Sondra, you're so funny .

Thanks everyone!


----------



## Guest (Feb 19, 2008)

I use a Wahl dog grooming clipper ($30 Walmart) with an 1/8 in guard to do a roughing in job.

Got a Conair recharchable beard and mustach trimmer from walmart ($16) to do that fine clipping around the teats and the floor of the udder. I haven't nicked one yet.


----------



## MysticHollowGoats (Nov 5, 2007)

whimmididdle said:


> Got a Conair recharchable beard and mustach trimmer from walmart ($16) to do that fine clipping around the teats and the floor of the udder. I haven't nicked one yet.

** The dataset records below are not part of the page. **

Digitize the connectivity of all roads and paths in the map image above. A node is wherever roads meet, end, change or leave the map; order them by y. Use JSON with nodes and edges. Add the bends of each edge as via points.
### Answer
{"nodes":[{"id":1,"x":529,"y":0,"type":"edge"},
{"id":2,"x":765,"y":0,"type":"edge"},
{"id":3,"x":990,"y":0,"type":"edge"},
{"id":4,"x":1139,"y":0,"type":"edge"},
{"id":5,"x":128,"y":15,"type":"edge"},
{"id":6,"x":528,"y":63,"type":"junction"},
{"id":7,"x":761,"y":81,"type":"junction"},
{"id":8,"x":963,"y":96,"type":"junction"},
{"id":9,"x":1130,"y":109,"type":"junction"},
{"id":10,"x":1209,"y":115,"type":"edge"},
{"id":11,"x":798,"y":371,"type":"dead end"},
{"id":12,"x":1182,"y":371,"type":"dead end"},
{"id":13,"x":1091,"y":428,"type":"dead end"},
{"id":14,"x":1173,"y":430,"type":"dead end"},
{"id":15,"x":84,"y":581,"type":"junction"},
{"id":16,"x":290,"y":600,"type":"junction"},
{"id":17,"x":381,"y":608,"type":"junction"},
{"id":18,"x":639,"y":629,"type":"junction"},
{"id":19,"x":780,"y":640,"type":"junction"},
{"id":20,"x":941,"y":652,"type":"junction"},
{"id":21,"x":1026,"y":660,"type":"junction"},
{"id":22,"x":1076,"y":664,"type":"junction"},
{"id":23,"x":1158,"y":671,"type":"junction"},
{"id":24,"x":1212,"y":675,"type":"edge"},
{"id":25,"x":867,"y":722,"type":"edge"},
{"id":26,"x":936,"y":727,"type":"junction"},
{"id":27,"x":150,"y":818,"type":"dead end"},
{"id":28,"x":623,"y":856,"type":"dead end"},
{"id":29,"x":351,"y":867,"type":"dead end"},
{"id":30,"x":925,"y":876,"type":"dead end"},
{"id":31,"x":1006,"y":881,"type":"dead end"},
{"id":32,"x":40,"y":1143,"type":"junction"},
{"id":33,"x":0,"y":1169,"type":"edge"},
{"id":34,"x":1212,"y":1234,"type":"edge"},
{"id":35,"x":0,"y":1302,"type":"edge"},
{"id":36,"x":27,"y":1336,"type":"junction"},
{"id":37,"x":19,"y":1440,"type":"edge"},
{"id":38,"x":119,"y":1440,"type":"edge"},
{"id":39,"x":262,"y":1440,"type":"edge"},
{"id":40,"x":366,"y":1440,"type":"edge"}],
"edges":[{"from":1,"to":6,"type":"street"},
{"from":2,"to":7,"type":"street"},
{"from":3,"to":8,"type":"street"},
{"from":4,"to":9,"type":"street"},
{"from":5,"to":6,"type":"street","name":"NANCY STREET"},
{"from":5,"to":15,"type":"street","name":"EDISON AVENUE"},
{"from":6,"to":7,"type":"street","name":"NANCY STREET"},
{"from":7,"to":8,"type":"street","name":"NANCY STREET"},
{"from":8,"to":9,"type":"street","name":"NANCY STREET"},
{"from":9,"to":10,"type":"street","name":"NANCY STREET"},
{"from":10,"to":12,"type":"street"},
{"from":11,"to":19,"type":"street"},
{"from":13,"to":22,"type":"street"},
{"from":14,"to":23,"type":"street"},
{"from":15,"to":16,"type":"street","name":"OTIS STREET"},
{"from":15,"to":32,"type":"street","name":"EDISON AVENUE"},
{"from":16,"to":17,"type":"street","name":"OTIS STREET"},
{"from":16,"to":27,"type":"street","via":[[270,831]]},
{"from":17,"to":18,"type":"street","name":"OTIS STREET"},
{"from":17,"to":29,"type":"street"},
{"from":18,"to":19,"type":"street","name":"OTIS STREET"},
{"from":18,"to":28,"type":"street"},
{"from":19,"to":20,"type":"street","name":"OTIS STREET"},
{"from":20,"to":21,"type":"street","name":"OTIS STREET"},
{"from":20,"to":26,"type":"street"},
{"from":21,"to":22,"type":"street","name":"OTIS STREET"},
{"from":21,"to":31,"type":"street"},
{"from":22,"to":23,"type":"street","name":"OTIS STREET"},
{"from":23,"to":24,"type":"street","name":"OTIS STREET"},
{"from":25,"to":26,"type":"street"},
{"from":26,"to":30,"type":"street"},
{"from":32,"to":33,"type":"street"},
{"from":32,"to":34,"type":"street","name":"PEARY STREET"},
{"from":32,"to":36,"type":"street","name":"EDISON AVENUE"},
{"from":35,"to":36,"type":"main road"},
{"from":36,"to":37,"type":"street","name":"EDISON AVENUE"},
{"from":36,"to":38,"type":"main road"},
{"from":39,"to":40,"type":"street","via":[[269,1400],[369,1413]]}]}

I use one of these also...works great on Nigerians !


----------



## Guest (Feb 19, 2008)

I bought a set of Andis clippers with several different blades...back in fall.. so far the only thing I've used them on, is the pyrs. (gave them both Dr. Suess looking hair-dos..) we've always just left the goats *hairy*.. but.. I really think I'm going to clip them all for tick season.... I was wondering what blade (s) to use.. glad to find this thread..
thanks
susie, mo ozarks


----------



## Good Goats (Oct 26, 2007)

Thanks all!

I got the clippers and clipped all my does udders that just kidded. It makes it sooo much cleaner (& easier so I don't pull their udder hair) when they're shaved.
Would someone mind posting a pic of a good dairy clip? Thanks!


----------



## Guest (Feb 20, 2008)

Susie, #10 blade is what most use on a body clip. Do those Andis use the Oster or Oster knockoff blades ?


----------